A rede de saúde do Amazonas sofre com a falta de leitos, pessoal e insumos. No dia 14 de janeiro, o estoque de oxigênio acabou em vários hospitais de Manaus, provocando a morte de pacientes que estavam em ventilação mecânica.

Mesmo com o envio de remessas do produto pelo governo federal e doações de anônimos e famosos, a demanda ainda está acima da capacidade produtiva da empresa fornecedora e a fila de espera por leitos também é grande.
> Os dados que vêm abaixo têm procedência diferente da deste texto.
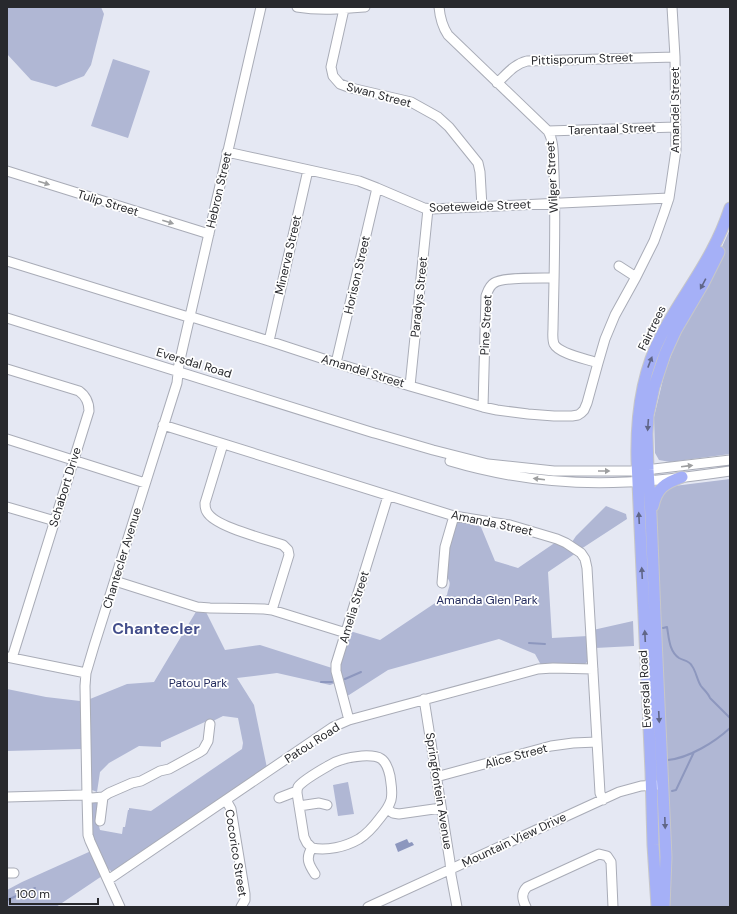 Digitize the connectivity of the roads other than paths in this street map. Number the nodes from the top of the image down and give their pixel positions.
1 (260, 7) edge
2 (297, 7) edge
3 (365, 7) edge
4 (439, 7) edge
5 (672, 7) edge
6 (344, 9) junction
7 (675, 56) junction
8 (498, 83) junction
9 (676, 127) junction
10 (548, 131) junction
11 (227, 152) junction
12 (308, 170) junction
13 (7, 171) edge
14 (377, 188) junction
15 (669, 198) junction
16 (555, 203) junction
17 (482, 207) junction
18 (730, 208) edge
19 (428, 209) junction
20 (730, 222) edge
21 (209, 234) junction
22 (7, 261) edge
23 (618, 266) dead end
24 (636, 277) junction
25 (554, 278) junction
26 (190, 317) junction
27 (7, 318) edge
28 (269, 340) junction
29 (336, 363) junction
30 (598, 363) junction
31 (7, 369) edge
32 (178, 372) junction
33 (410, 386) junction
34 (483, 407) junction
35 (163, 425) junction
36 (7, 439) edge
37 (223, 444) junction
38 (74, 459) junction
39 (730, 460) edge
40 (730, 471) edge
41 (643, 476) junction
42 (682, 477) junction
43 (145, 483) junction
44 (388, 496) junction
45 (7, 507) edge
46 (651, 515) junction
47 (454, 516) junction
48 (54, 521) junction
49 (115, 581) junction
50 (442, 584) dead end
51 (272, 610) junction
52 (346, 633) junction
53 (10, 657) edge
54 (593, 669) junction
55 (86, 673) junction
56 (424, 699) junction
57 (349, 720) junction
58 (210, 724) dead end
59 (597, 742) junction
60 (436, 777) junction
61 (663, 784) junction
62 (651, 785) junction
63 (297, 791) junction
64 (87, 796) junction
65 (7, 797) edge
66 (103, 797) junction
67 (279, 798) dead end
68 (226, 800) junction
69 (603, 800) junction
70 (327, 805) dead end
71 (299, 806) junction
72 (442, 808) junction
73 (387, 809) junction
74 (100, 821) dead end
75 (312, 848) junction
76 (451, 869) junction
77 (315, 874) dead end
78 (108, 880) junction
79 (120, 907) edge
80 (242, 907) edge
81 (368, 907) edge
82 (458, 907) edge
83 (526, 907) edge
84 (613, 907) edge
85 (657, 907) edge
86 (664, 907) edge

1 - 11 street, Hebron Street
2 - 6 street
3 - 6 street
4 - 8 street, Wilger Street
5 - 7 street, Amandel Street
6 - 17 street, Swan Street
7 - 8 street, Pittisporum Street
7 - 9 street, Amandel Street
8 - 10 street, Wilger Street
9 - 10 street, Tarentaal Street
9 - 15 street, Amandel Street
10 - 16 street, Wilger Street
11 - 12 street, Soeteweide Street
11 - 21 street, Hebron Street
12 - 14 street, Soeteweide Street
12 - 28 street, Minerva Street
13 -> 21 street, Tulip Street
14 - 19 street, Soeteweide Street
14 - 29 street, Horison Street
15 - 16 street, Soeteweide Street
15 - 24 street, Amandel Street
16 - 17 street, Soeteweide Street
16 - 25 street, Wilger Street
17 - 19 street, Soeteweide Street
41 -> 18 main road, Fairtrees
19 - 33 street, Paradys Street
20 -> 41 main road, Fairtrees
21 - 26 street, Hebron Street
22 - 26 street, Amandel Street
23 - 24 street
24 - 30 street, Amandel Street
25 - 30 street, Wilger Street
25 - 34 street, Pine Street
26 - 28 street, Amandel Street
26 - 32 street, Hebron Street
27 - 32 street, Eversdal Road
28 - 29 street, Amandel Street
29 - 33 street, Amandel Street
30 - 34 street, Amandel Street
31 - 38 street, Schabort Drive
32 - 35 street, Chantecler Avenue
32 - 41 street, Eversdal Road
33 - 34 street, Amandel Street
35 - 37 street, Amanda Street
35 - 43 street, Chantecler Avenue
36 - 38 street
37 - 44 street, Amanda Street
37 - 51 street
38 - 43 street
38 - 48 street, Schabort Drive
41 -> 39 street
40 - 42 street
41 - 42 street
41 - 46 main road, Eversdal Road
62 -> 41 main road, Eversdal Road
42 - 46 main road
43 - 49 street, Chantecler Avenue
44 - 47 street, Amanda Street
44 - 52 street, Amelia Street
45 - 48 street
46 -> 61 main road, Eversdal Road
47 - 50 street
47 - 54 street, Amanda Street
48 - 53 street, Schabort Drive
49 - 51 street
49 - 55 street, Chantecler Avenue
51 - 52 street
52 - 57 street, Amelia Street
53 - 55 street, Schabort Drive
54 - 56 street, Patou Road
54 - 59 street, Amanda Street
55 - 64 street, Chantecler Avenue
56 - 57 street, Patou Road
56 - 60 street, Springfontein Avenue
57 - 68 street, Patou Road
58 - 66 street
59 - 60 street, Alice Street
59 - 69 street, Amanda Street
60 - 72 street, Springfontein Avenue
61 - 62 street, Mountain View Drive
61 -> 86 main road, Eversdal Road
62 - 69 street, Mountain View Drive
62 - 85 main road, Eversdal Road
63 - 67 street
63 - 71 street
63 - 73 street
64 - 65 street
64 - 66 street
64 - 78 street, Chantecler Avenue
66 - 74 street
68 - 78 street, Patou Road
68 - 80 street, Cocorico Street
69 - 76 street, Mountain View Drive
70 - 71 street
71 - 75 street
72 - 73 street
72 - 76 street, Springfontein Avenue
73 - 75 street
75 - 77 street
76 - 81 street, Mountain View Drive
76 - 82 street, Springfontein Avenue
78 - 79 street, Chantecler Avenue
83 - 84 street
De acordo com o último boletim da Fundação de Vigilância em Saúde do Amazonas, divulgado ontem, 611 pessoas com covid aguardavam por um leito nos hospitais do Estado.

A Secretaria da Saúde do Amazonas já transferiu mais de 300 pacientes para outros Estados. Ontem, o ministério afirmou que enviará mais 90 mil metros cúbicos de oxigênio para o Amazonas nesta semana. O volume, porém, é suficiente somente para um dia de operação dos hospitais da capital.

Falta de comando

O Estadão entrevistou Jesem Orellana, epidemiologista Fiocruz Amazônia. Segundo ele, “o que falta no Brasil é um maestro”. Confira a seguir:

Após o colapso da falta de oxigênio, qual é a situação atual dos hospitais do Amazonas?

Por mais que a questão do oxigênio tenha se estabilizado em alguns hospitais, a situação continua muito grave. Os hospitais estão lotados, as pessoas estão morrendo em casa. Talvez daqui a umas duas ou três semanas, a gente tenha uma queda de internações por causa da quarentena decretada na semana do colapso pelo governo do Estado, mas o que estamos vivendo agora é reflexo das infecções que ocorreram no período de Natal e ano-novo. Por isso, o cenário ainda é preocupante.

Qual é o impacto da nova variante sobre a recente onda de casos no Amazonas?

A gente está quase certo de que essa cepa é mais contagiosa, mas precisamos de estudos mais complexos para nos fornecer informações seguras sobre isso e sobre a letalidade. Isso deve ocorrer só em dois ou três meses.

Outros Estados deveriam decretar uma quarentena mais rígida agora, mesmo sem a confirmação da circulação da nova cepa em seus territórios?

Com certeza. A situação que temos agora já justifica um lockdown, mas é preciso coordenação nacional e medidas de auxílio a autônomos e pequenos empresários para que eles não morram de fome. Se não tiver isso, não adianta fazer lockdown porque a população não vai aderir. O Pará, por exemplo, decretou lockdown, mas Rondônia, vizinho do Amazonas e que está à beira do colapso, não fez o mesmo. O que falta no Brasil é um maestro. Não temos um Ministério da Saúde coordenando. É como ter um time de futebol sem técnico.

As informações são do jornal O Estado de S. Paulo.